Radix Tetrastigma Hemsleyani Flavone Inhibits the Occurrence and Development of Ovarian Cancer Cells by Regulating miRNA-4458 Expression

Ovarian cancer (OC) has been identified to have the highest mortality rate among gynecological tumors. Most patients are diagnosed at an advanced stage because of its asymptomatic nature and a lack of effective early diagnostic methods. Advanced-stage cancer cells are prone to metastasis which reduces the efficacy of standard therapies. Thus, we evaluated the effect of different concentrations of radix tetrastigma hemsleyani flavone (RTHF) on SKOV3 OC cells. Our findings indicated a significant inhibition in cell proliferation, migration, and invasion.
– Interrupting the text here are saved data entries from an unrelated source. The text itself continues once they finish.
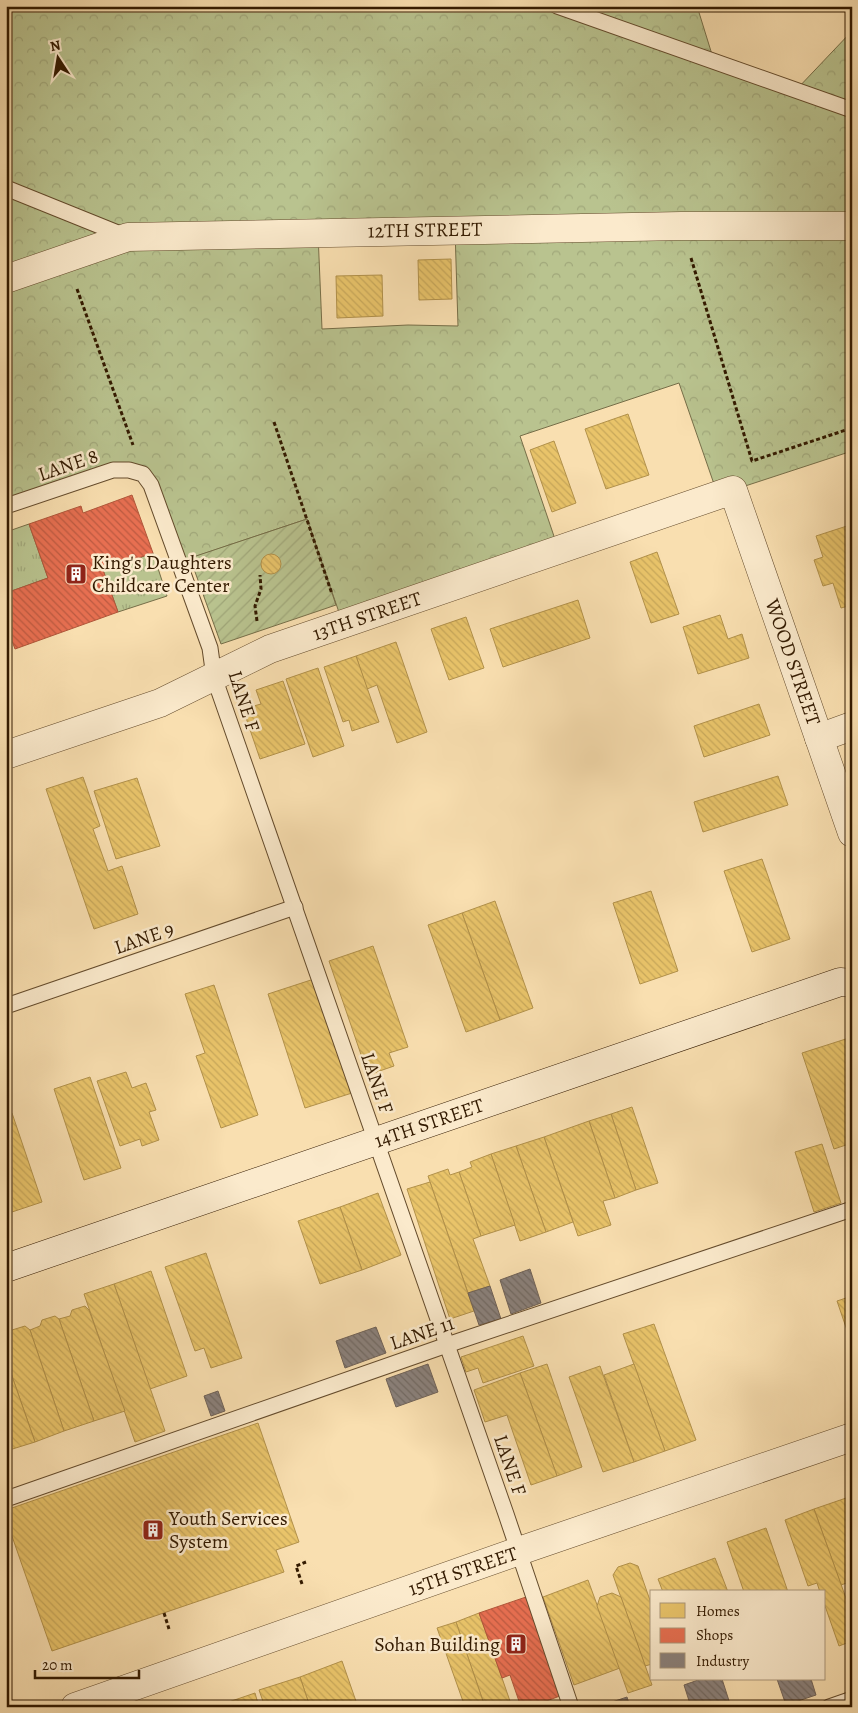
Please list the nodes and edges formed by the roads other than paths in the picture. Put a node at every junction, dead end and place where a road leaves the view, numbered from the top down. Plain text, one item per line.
1 (557, 6) edge
2 (852, 110) edge
3 (6, 188) edge
4 (852, 226) edge
5 (128, 237) junction
6 (6, 279) edge
7 (143, 474) joint
8 (734, 490) joint
9 (6, 506) edge
10 (214, 677) junction
11 (852, 726) edge
12 (819, 738) junction
13 (6, 756) edge
14 (852, 833) edge
15 (295, 907) junction
16 (848, 980) edge
17 (6, 1006) edge
18 (376, 1141) junction
19 (852, 1208) edge
20 (6, 1268) edge
21 (447, 1345) junction
22 (852, 1437) edge
23 (6, 1499) edge
24 (519, 1551) junction
25 (852, 1699) edge
26 (75, 1707) edge
27 (571, 1707) edge
28 (829, 1707) edge

1 - 2 lane
3 - 5 lane
4 - 5 street, 12TH STREET
5 - 6 street, 12TH STREET
7 - 9 lane, LANE 8
7 - 10 lane, LANE F
8 - 10 street, 13TH STREET
8 - 12 street, WOOD STREET
10 - 13 street, 13TH STREET
10 - 15 lane, LANE F
11 - 12 street
12 - 14 street, WOOD STREET
15 - 17 lane, LANE 9
15 - 18 lane, LANE F
16 - 18 street, 14TH STREET
18 - 20 street, 14TH STREET
18 - 21 lane, LANE F
19 - 21 lane, LANE 11
21 - 23 lane, LANE 11
21 - 24 lane, LANE F
22 - 24 street, 15TH STREET
24 - 26 street, 15TH STREET
24 - 27 lane, LANE F
25 - 28 lane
RTHF treatment resulted in a significant increase in p21 protein expression, whereas the expression of cyclin D1, MMP-2, and MMP-9 has reportedly decreased. In addition, the expression of miRNA-4458 expression increased significantly in a dose-dependent manner. Co-transfection of miRNA-4458 mimics into SKOV3 cells revealed that overexpressed miRNA-4458 can increase SKOV3 cell proliferation and p21 protein expression. Reduced cell migration and invasion were also observed along with decreased expression of cyclin D1, MMP-2, and MMP-9. Furthermore, inhibition of miRNA-4458 expression reversed the RTHF effect on SKOV3 cell proliferation, migration, invasion, and cyclin D1, MMP-2, and MMP-9 expression. These results indicate that RTHF reduces the proliferation, migration, and invasion of OC cells, and the underlying mechanism is associated with the upregulation of miRNA-4458 expression. These findings provide a new treatment strategy for advanced OC.